- **WHAT IS BEING ASKED**
In the records below, find each line containing the word "dead" and copy it.

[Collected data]

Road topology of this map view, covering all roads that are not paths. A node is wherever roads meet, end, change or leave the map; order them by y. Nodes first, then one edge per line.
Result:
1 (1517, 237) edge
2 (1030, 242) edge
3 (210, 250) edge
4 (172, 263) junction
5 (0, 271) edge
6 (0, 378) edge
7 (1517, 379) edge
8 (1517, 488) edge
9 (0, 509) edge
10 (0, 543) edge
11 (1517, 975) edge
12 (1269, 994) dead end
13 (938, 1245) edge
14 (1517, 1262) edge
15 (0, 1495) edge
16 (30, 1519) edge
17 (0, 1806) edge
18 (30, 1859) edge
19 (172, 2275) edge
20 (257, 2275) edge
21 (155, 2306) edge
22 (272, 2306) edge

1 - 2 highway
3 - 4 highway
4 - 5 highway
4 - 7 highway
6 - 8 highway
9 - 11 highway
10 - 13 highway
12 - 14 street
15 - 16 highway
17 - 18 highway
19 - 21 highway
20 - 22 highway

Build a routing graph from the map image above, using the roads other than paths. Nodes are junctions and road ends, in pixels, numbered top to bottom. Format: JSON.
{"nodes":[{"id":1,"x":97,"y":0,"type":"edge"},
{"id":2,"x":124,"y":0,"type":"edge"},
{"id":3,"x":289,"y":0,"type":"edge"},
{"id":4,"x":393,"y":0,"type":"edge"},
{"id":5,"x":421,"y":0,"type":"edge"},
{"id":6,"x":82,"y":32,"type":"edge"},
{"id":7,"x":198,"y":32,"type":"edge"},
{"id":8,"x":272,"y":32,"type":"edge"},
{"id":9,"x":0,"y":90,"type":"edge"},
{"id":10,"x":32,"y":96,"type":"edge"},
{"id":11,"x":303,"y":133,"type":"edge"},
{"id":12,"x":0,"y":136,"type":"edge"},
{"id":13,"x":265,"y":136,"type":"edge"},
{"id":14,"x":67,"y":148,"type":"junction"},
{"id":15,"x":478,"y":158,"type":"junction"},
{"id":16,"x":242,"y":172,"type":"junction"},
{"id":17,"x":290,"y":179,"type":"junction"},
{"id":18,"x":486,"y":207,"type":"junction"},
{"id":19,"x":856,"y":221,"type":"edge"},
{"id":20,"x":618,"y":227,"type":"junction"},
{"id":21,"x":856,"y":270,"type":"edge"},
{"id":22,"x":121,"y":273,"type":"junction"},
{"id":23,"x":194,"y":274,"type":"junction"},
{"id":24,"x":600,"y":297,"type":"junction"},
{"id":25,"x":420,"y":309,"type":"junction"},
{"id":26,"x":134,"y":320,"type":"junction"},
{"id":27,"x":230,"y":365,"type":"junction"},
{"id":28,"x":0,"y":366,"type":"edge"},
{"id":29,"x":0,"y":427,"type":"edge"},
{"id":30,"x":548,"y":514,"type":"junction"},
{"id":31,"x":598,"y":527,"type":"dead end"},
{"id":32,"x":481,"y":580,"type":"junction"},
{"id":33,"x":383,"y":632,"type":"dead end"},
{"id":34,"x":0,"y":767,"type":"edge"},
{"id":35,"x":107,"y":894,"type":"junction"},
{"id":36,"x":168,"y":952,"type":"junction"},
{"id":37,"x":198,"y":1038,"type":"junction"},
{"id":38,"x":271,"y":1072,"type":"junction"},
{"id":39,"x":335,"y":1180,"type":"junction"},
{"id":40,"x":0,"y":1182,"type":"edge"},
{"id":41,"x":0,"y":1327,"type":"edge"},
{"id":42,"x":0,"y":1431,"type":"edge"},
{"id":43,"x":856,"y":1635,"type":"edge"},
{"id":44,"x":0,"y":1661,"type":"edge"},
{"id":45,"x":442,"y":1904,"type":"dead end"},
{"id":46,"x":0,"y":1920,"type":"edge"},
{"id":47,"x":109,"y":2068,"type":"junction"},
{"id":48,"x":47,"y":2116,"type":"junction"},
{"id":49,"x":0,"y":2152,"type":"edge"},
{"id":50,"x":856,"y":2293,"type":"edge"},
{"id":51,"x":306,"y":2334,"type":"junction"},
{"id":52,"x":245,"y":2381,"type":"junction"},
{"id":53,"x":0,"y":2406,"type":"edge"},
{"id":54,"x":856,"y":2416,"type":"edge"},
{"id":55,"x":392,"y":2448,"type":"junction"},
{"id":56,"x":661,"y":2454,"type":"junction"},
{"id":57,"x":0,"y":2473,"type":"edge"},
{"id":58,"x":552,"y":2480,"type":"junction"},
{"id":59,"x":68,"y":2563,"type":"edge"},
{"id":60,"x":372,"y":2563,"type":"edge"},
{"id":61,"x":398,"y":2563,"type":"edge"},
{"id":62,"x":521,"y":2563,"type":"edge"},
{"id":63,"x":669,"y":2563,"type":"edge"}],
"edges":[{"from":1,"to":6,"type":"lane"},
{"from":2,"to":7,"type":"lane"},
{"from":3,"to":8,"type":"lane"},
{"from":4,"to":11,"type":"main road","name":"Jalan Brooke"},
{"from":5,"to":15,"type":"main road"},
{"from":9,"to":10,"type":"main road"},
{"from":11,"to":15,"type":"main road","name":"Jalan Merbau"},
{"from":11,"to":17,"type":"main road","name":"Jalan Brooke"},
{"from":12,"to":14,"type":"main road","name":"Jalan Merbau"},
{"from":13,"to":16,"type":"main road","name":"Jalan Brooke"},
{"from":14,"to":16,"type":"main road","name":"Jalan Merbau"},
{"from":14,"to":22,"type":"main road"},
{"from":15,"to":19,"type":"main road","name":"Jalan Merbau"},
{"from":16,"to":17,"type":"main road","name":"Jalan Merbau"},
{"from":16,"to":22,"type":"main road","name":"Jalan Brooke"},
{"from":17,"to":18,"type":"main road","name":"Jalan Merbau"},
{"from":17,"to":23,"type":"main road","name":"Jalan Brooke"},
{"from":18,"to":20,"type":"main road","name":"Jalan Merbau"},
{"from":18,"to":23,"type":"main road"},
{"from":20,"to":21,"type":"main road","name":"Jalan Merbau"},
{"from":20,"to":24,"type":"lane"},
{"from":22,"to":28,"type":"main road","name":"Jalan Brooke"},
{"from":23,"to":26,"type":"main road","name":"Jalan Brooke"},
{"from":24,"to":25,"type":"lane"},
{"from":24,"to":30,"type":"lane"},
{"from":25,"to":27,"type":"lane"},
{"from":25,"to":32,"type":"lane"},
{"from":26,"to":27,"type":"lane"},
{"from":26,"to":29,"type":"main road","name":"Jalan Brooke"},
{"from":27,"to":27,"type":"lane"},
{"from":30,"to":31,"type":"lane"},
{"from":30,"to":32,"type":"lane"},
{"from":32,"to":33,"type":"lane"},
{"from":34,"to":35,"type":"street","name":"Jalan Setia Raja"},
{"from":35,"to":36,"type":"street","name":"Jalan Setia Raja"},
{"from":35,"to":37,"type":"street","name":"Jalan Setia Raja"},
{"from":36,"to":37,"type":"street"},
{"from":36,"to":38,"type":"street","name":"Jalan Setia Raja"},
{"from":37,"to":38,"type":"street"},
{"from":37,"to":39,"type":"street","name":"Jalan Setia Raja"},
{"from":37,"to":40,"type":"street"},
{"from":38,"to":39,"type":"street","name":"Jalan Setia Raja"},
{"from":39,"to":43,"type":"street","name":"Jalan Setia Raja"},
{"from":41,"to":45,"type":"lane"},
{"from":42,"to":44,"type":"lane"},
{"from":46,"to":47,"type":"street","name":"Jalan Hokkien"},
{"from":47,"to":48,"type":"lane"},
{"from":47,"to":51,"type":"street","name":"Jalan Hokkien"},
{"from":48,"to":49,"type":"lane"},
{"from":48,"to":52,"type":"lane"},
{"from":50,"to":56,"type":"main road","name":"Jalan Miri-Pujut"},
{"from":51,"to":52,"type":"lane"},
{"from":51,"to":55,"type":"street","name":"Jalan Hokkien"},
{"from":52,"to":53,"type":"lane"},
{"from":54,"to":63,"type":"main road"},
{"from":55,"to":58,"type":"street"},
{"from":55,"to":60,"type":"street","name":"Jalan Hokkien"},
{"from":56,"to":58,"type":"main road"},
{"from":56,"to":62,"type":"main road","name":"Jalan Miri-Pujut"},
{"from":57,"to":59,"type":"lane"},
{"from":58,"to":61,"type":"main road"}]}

- **WRITTEN SOLUTION**
12 (1269, 994) dead end
{"id":31,"x":598,"y":527,"type":"dead end"},
{"id":33,"x":383,"y":632,"type":"dead end"},
{"id":45,"x":442,"y":1904,"type":"dead end"},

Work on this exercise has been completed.